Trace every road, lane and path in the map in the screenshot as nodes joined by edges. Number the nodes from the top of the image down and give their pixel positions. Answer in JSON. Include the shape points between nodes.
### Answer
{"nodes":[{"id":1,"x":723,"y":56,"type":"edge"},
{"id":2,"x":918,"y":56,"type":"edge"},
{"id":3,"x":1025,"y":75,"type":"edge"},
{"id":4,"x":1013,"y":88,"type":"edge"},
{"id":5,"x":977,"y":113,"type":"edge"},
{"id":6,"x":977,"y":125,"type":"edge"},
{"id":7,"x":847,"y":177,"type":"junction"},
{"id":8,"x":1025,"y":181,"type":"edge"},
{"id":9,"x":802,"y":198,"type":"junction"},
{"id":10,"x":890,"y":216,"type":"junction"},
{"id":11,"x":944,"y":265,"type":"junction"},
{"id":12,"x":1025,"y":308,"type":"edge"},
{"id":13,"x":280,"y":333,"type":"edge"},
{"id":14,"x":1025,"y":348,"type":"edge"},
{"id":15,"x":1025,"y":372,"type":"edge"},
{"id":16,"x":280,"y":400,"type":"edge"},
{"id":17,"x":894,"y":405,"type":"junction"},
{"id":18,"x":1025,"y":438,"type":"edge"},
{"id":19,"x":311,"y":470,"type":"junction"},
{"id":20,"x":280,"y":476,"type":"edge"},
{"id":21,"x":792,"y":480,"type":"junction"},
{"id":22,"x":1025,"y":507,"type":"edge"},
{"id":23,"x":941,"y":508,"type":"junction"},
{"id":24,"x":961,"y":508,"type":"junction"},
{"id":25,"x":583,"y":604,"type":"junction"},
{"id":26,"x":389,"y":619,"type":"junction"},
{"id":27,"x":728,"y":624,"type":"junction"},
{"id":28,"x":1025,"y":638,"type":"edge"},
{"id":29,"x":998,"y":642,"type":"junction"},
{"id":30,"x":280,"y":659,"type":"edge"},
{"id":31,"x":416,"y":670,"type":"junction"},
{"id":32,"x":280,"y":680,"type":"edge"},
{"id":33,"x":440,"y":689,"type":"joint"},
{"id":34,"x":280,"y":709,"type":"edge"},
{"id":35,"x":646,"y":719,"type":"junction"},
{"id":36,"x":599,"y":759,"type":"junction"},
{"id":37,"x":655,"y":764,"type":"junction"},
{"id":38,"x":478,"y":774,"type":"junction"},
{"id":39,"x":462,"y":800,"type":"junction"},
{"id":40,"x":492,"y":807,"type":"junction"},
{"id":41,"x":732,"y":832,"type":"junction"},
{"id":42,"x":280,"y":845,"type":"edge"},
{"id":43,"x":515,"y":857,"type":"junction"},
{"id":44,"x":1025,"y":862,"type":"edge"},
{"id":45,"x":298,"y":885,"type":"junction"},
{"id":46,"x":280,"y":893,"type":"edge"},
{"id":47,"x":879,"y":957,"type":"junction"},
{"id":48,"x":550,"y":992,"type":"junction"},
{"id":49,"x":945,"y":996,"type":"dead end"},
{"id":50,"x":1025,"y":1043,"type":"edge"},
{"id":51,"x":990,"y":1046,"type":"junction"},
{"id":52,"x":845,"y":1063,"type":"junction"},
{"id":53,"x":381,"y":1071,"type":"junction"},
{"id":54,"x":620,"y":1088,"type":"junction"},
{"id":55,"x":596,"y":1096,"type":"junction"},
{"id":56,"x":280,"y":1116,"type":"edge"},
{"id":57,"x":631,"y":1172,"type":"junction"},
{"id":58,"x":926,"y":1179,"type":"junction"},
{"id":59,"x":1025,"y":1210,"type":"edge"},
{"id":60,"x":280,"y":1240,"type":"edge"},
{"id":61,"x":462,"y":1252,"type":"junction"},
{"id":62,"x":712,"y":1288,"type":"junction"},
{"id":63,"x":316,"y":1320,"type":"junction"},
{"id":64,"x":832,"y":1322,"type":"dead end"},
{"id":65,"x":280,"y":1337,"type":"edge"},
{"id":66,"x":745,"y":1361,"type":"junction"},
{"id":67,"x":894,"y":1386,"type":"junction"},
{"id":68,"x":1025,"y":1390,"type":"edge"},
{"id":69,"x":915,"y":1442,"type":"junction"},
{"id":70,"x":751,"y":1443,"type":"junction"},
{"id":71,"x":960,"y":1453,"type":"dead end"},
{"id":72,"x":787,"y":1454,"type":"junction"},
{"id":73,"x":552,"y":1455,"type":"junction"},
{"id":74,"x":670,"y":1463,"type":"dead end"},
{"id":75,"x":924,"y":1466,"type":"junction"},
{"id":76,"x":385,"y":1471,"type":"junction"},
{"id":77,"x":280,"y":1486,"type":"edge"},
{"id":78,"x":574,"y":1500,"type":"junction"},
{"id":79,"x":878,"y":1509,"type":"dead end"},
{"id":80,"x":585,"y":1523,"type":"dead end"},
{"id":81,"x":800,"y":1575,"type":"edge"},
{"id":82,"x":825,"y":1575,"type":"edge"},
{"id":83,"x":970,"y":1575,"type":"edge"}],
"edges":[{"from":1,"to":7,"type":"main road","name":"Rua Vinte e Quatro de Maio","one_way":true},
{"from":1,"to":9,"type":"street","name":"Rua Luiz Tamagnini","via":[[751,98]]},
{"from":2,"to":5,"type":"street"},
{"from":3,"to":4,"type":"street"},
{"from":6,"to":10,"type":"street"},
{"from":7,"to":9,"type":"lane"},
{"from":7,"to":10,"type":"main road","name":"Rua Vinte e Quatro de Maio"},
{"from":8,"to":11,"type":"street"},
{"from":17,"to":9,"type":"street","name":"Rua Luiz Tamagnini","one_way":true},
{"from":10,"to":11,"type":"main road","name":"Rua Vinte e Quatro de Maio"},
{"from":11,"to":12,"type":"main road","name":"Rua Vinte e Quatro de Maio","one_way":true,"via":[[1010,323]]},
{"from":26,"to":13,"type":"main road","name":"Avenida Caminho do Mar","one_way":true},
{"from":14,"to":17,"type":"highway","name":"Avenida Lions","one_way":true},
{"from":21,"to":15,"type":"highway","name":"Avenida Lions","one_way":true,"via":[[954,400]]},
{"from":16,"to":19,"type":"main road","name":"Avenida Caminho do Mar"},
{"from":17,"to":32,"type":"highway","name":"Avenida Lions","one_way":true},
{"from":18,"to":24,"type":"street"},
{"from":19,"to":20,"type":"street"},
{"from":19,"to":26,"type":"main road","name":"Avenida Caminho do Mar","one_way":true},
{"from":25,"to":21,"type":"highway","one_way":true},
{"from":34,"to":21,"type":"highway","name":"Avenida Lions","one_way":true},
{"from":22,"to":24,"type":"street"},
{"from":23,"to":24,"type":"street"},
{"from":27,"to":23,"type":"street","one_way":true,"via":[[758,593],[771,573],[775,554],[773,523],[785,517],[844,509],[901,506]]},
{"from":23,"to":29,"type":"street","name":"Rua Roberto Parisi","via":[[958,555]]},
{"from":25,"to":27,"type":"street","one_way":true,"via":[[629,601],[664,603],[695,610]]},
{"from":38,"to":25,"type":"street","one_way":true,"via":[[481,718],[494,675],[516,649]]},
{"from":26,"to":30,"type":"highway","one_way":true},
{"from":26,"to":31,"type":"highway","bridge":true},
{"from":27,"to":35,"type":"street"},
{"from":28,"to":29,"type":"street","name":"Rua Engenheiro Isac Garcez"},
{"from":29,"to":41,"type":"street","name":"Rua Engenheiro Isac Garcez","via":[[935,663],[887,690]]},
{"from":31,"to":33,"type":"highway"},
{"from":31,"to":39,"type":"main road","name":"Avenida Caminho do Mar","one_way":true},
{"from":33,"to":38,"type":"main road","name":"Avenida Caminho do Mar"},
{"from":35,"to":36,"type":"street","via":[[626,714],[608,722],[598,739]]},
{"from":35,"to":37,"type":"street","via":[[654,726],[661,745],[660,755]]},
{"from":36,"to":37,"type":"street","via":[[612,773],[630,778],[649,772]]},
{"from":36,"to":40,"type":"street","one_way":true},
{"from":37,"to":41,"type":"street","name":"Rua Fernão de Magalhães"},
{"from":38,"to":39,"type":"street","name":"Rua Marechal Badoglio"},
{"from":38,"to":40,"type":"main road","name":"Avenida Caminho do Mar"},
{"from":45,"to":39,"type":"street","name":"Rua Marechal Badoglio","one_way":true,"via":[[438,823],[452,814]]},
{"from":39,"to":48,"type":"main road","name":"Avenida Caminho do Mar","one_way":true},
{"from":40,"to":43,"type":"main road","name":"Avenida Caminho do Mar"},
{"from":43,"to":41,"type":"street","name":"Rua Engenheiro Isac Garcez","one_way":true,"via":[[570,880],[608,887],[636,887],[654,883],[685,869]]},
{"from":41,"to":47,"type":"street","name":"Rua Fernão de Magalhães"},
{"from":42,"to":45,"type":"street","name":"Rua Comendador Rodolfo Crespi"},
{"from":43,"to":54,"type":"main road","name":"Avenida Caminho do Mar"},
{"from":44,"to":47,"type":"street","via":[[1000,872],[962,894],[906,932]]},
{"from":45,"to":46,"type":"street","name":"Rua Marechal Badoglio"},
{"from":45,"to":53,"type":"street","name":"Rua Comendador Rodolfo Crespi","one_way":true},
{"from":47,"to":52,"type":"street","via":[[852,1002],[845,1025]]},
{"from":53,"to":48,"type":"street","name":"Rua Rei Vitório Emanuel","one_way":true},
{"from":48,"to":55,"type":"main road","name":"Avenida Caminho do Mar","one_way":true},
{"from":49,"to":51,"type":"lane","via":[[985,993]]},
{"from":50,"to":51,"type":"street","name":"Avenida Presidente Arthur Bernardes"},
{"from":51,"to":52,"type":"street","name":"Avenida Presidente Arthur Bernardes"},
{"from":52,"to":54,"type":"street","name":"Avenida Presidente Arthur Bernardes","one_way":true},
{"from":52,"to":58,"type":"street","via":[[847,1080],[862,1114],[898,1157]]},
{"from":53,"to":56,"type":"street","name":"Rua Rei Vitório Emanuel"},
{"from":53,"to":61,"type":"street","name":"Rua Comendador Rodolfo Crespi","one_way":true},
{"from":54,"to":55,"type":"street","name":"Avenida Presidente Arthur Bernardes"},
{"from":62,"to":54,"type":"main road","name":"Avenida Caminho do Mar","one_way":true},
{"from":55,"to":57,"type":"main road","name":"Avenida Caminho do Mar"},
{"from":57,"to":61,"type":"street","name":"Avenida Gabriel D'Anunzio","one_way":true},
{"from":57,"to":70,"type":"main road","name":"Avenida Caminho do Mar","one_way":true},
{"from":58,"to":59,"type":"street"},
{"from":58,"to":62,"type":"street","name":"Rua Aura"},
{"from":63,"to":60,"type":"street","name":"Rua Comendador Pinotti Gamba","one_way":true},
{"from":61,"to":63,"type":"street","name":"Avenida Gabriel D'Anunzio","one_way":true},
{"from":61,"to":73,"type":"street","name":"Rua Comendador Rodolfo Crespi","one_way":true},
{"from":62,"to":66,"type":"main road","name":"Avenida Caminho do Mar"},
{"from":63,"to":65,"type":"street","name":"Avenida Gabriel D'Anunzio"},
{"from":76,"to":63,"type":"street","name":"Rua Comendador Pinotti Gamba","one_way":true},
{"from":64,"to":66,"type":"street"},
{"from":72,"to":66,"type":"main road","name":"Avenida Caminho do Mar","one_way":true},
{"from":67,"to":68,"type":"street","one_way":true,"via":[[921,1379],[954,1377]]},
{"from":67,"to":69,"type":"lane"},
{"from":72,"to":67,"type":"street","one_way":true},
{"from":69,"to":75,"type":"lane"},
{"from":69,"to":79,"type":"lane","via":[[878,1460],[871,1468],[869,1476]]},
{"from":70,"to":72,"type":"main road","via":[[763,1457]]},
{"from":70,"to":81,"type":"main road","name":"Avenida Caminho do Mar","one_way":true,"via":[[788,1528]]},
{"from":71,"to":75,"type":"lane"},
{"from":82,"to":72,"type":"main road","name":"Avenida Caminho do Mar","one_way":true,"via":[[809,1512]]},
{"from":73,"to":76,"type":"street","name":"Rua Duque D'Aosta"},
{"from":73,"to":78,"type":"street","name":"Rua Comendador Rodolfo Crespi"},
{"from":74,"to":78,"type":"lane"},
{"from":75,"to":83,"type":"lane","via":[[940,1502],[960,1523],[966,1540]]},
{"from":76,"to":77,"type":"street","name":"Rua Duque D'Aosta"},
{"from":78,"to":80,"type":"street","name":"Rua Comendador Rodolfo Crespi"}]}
● ● ●
* **ACTIVITY**:
Every line above holding the string "Presidente" should be listed.

* **ANSWER TO THE EXERCISE**:
{"from":50,"to":51,"type":"street","name":"Avenida Presidente Arthur Bernardes"},
{"from":51,"to":52,"type":"street","name":"Avenida Presidente Arthur Bernardes"},
{"from":52,"to":54,"type":"street","name":"Avenida Presidente Arthur Bernardes","one_way":true},
{"from":54,"to":55,"type":"street","name":"Avenida Presidente Arthur Bernardes"},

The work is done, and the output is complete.